See the Backstage Descriptor Format for more details.

Manual registration in the catalog

Catalog entries can be registered static or through Entity Providers .

We use the static registration pointing to our entity description file.

Add the new entity to the catalog-location in your app-config.yaml:

catalog:
  locations:
  ...
    - type: file
      target: ../../examples/my-sample-service/catalog-info.yaml
      rules:
        - allow: [Component]

Backstage will automatically pick up the new component. If your Backstage app is not running, start it again.
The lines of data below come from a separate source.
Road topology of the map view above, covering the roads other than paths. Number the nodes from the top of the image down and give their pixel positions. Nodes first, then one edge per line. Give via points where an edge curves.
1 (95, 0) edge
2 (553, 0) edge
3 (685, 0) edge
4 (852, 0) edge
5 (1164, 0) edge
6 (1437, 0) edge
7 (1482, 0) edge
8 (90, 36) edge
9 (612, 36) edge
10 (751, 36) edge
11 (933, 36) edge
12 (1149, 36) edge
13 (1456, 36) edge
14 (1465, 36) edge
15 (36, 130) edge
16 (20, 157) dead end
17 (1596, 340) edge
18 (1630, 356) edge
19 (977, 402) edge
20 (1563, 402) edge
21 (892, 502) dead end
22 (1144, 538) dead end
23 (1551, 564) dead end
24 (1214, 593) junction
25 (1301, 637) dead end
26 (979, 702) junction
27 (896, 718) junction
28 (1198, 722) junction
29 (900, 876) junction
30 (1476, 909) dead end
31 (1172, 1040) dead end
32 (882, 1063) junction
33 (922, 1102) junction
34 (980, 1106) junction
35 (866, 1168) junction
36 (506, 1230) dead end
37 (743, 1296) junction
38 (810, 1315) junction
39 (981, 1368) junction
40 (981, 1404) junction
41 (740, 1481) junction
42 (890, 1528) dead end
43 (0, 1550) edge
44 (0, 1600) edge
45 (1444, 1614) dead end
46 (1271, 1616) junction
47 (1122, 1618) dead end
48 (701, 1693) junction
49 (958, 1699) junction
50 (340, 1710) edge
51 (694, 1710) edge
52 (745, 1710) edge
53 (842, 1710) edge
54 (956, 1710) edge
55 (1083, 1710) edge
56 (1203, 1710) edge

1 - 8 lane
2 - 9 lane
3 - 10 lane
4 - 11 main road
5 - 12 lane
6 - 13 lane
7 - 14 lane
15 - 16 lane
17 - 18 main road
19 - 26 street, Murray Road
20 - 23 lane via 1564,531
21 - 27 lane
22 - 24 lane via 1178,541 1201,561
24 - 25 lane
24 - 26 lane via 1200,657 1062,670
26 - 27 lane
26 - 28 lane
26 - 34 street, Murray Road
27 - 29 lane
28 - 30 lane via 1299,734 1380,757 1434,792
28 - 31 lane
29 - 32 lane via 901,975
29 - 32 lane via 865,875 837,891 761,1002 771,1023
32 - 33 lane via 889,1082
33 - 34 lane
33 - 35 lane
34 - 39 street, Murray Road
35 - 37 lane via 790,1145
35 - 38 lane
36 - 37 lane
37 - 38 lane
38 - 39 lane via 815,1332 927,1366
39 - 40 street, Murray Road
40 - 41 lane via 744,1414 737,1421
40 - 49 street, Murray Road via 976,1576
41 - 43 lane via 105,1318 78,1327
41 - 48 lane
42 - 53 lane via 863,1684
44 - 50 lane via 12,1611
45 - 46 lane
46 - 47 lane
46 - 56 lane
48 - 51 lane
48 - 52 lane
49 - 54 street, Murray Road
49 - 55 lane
Navigate to your Backstage catalog, click on the name of your newly created component and explore the values of your component. (There are some info-messages about unresolved relations, that you can ignore at this moment.)
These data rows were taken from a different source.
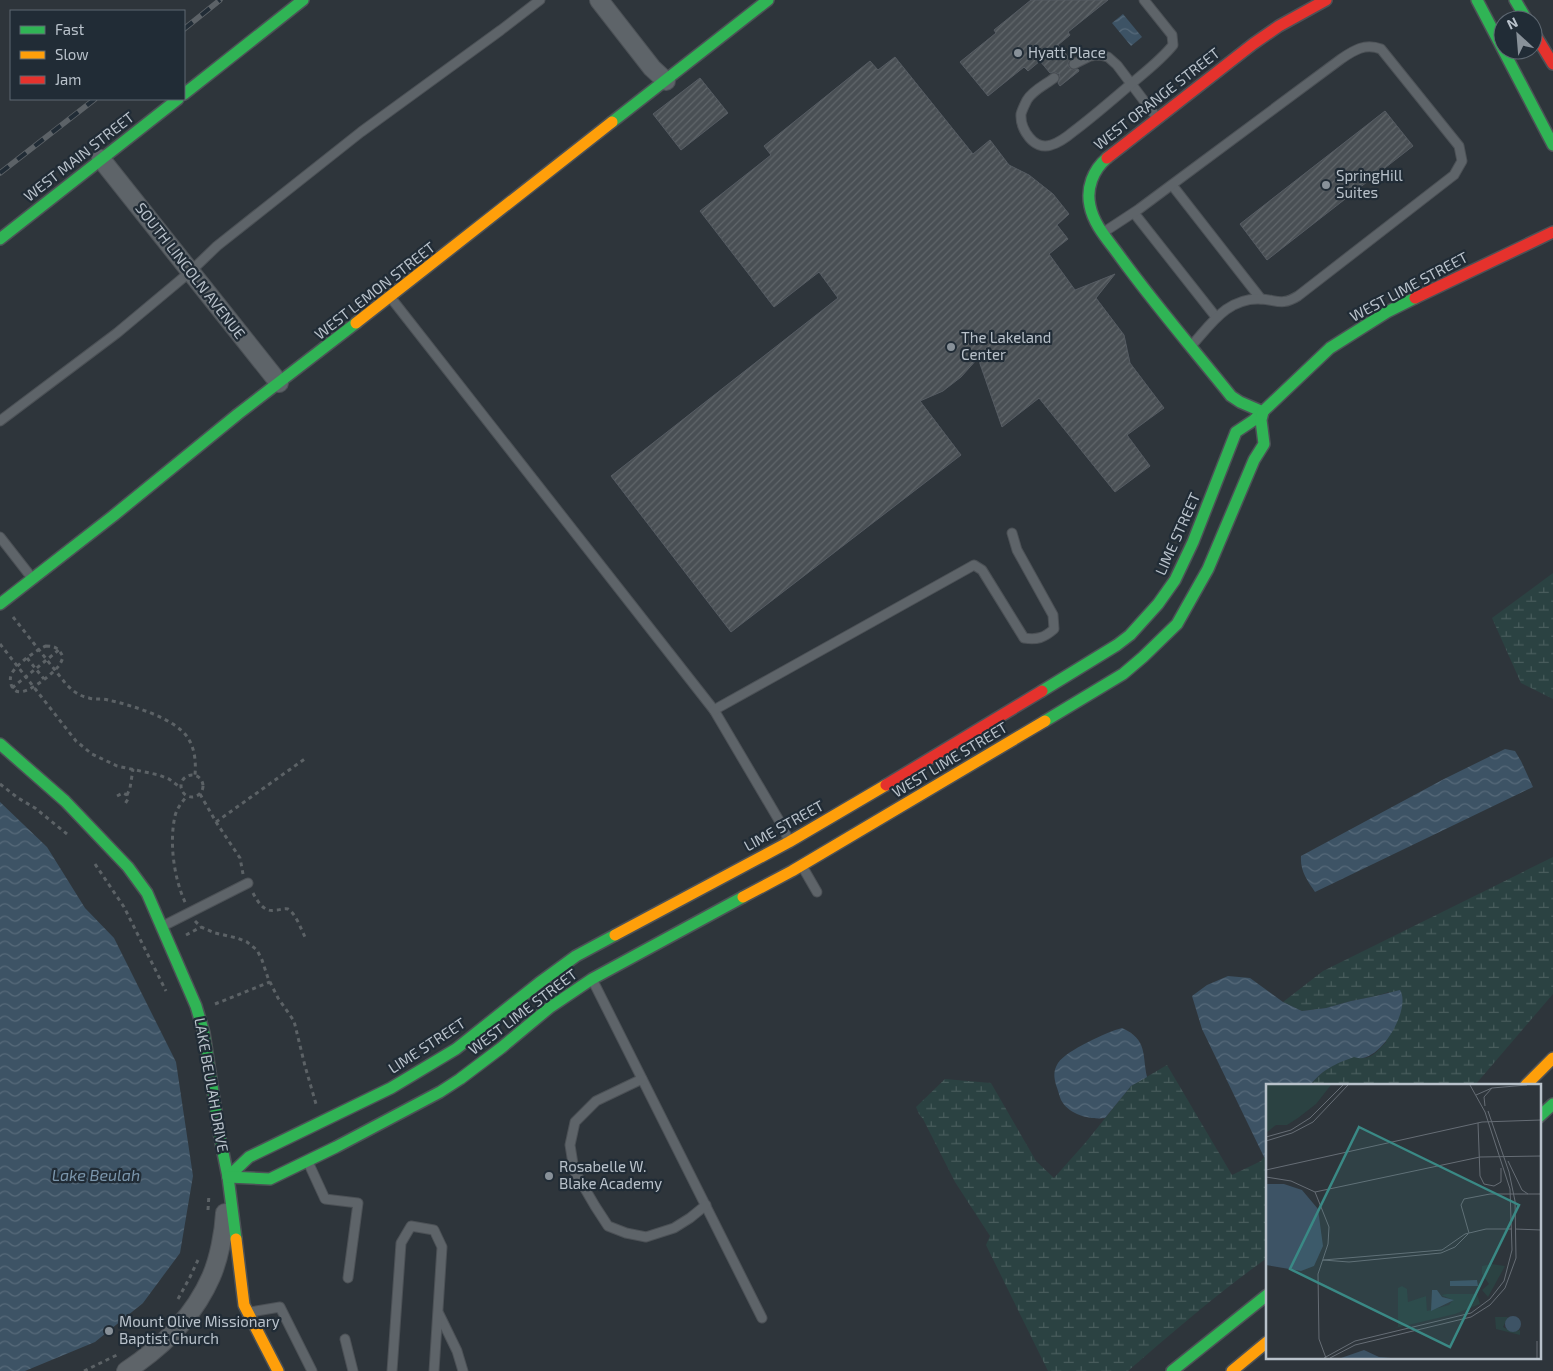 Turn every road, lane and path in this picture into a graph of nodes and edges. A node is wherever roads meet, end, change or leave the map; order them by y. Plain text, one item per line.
1 (303, 0) edge
2 (540, 0) edge
3 (599, 0) edge
4 (768, 0) edge
5 (1144, 0) edge
6 (1326, 0) edge
7 (1477, 0) edge
8 (1543, 47) edge
9 (1074, 64) dead end
10 (1553, 64) edge
11 (1054, 78) dead end
12 (666, 81) junction
13 (1131, 84) junction
14 (185, 93) edge
15 (177, 100) edge
16 (1157, 118) junction
17 (1553, 145) edge
18 (101, 159) junction
19 (1172, 185) junction
20 (1134, 213) junction
21 (1103, 232) junction
22 (1553, 232) edge
23 (0, 239) edge
24 (190, 272) junction
25 (391, 297) junction
26 (1261, 299) junction
27 (1216, 317) junction
28 (1191, 346) junction
29 (279, 383) junction
30 (1262, 412) junction
31 (0, 421) edge
32 (1012, 533) dead end
33 (0, 537) edge
34 (33, 579) junction
35 (0, 604) edge
36 (13, 617) dead end
37 (0, 644) edge
38 (38, 649) junction
39 (60, 649) junction
40 (27, 658) junction
41 (47, 660) junction
42 (18, 666) junction
43 (35, 668) junction
44 (55, 670) junction
45 (25, 677) junction
46 (44, 679) junction
47 (34, 687) junction
48 (12, 688) junction
49 (714, 710) junction
50 (0, 744) edge
51 (306, 758) dead end
52 (133, 769) junction
53 (195, 775) junction
54 (0, 784) edge
55 (181, 788) junction
56 (127, 795) junction
57 (117, 796) dead end
58 (187, 796) junction
59 (125, 804) dead end
60 (216, 822) dead end
61 (70, 837) dead end
62 (796, 854) junction
63 (95, 863) dead end
64 (248, 883) dead end
65 (817, 892) dead end
66 (190, 912) junction
67 (162, 926) junction
68 (201, 927) junction
69 (182, 936) dead end
70 (592, 979) junction
71 (270, 982) junction
72 (168, 996) dead end
73 (210, 1006) dead end
74 (1553, 1058) edge
75 (642, 1079) junction
76 (1527, 1084) edge
77 (1553, 1104) edge
78 (317, 1107) dead end
79 (1540, 1116) edge
80 (307, 1161) junction
81 (228, 1177) junction
82 (209, 1187) dead end
83 (706, 1205) junction
84 (208, 1215) dead end
85 (200, 1255) dead end
86 (348, 1278) dead end
87 (1266, 1296) edge
88 (177, 1299) dead end
89 (248, 1312) junction
90 (438, 1312) junction
91 (762, 1318) dead end
92 (345, 1339) dead end
93 (1266, 1343) edge
94 (122, 1352) dead end
95 (84, 1371) edge
96 (126, 1371) edge
97 (278, 1371) edge
98 (312, 1371) edge
99 (353, 1371) edge
100 (392, 1371) edge
101 (434, 1371) edge
102 (463, 1371) edge
103 (1172, 1371) edge
104 (1232, 1371) edge

1 - 14 street
2 - 24 lane
3 - 12 street
4 - 12 street, WEST LEMON STREET
5 - 13 lane
6 - 16 street, WEST ORANGE STREET
7 - 17 street
8 - 10 street
9 - 13 lane
11 - 13 lane
12 - 25 street, WEST LEMON STREET
13 - 16 lane
15 - 18 street, WEST MAIN STREET
16 - 21 street, WEST ORANGE STREET
18 - 23 street, WEST MAIN STREET
18 - 24 street, SOUTH LINCOLN AVENUE
19 - 20 lane
19 - 26 lane
19 - 26 lane
20 - 21 lane
20 - 27 lane
21 - 28 street, WEST ORANGE STREET
22 - 30 street, WEST LIME STREET
24 - 29 street, SOUTH LINCOLN AVENUE
24 - 31 lane
25 - 29 street, WEST LEMON STREET
25 - 49 lane
26 - 27 lane
27 - 28 lane
28 - 30 street, WEST ORANGE STREET
29 - 34 street, WEST LEMON STREET
30 - 62 street, LIME STREET
30 - 62 street, WEST LIME STREET
32 - 49 lane
33 - 34 lane
34 - 35 street, WEST LEMON STREET
36 - 38 path
37 - 42 path
38 - 39 path
38 - 40 path
38 - 41 path
39 - 41 path
39 - 44 path
40 - 42 path
40 - 43 path
41 - 43 path
41 - 44 path
42 - 45 path
42 - 48 path
43 - 45 path
43 - 46 path
44 - 46 path
44 - 53 path
45 - 47 path
45 - 48 path
46 - 47 path
47 - 48 path
47 - 52 path
49 - 62 lane
50 - 67 street, LAKE BEULAH DRIVE
51 - 60 path
52 - 55 path
52 - 56 path
53 - 55 path
53 - 58 path
54 - 61 path
55 - 58 path
56 - 57 path
56 - 59 path
58 - 66 path
62 - 65 lane
62 - 70 street, WEST LIME STREET
62 - 81 street, LIME STREET
63 - 72 path
64 - 66 lane
66 - 67 lane
66 - 68 path
67 - 81 street, LAKE BEULAH DRIVE
68 - 69 path
68 - 71 path
70 - 75 lane
70 - 80 street, WEST LIME STREET
71 - 73 path
71 - 78 path
74 - 76 street
75 - 83 lane
75 - 83 lane
77 - 79 street
80 - 81 street, WEST LIME STREET
80 - 86 lane
81 - 89 street
81 - 96 street, LAKE BEULAH DRIVE
82 - 84 path
83 - 91 lane
85 - 88 path
87 - 103 street
89 - 97 street
89 - 98 lane
90 - 100 lane
90 - 101 lane
90 - 102 lane
92 - 99 lane
93 - 104 street
94 - 95 path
Explore the different tabs:

  • Overview: Basic information
  • Techdocs: Technical documentation for this component
  • API: APIs provided by this component

Checkout the entity detail by selecting Inspect entity in the submenu in the top right corner.

Entity Detail

In the modal you can analyze all the details of the entity. This is specially helpful if you need to see the Raw JSON/Raw YAML.

Do you see the added configuration?

Backstage adds additional information to the entity that makes it unique and marks it’s origin. Also matched relations are added.

Task 2.2: Create a Complete System

Let’s create a more complex example with multiple components forming a system. We can put more than one entity inside the same yaml file when they are separated by ---.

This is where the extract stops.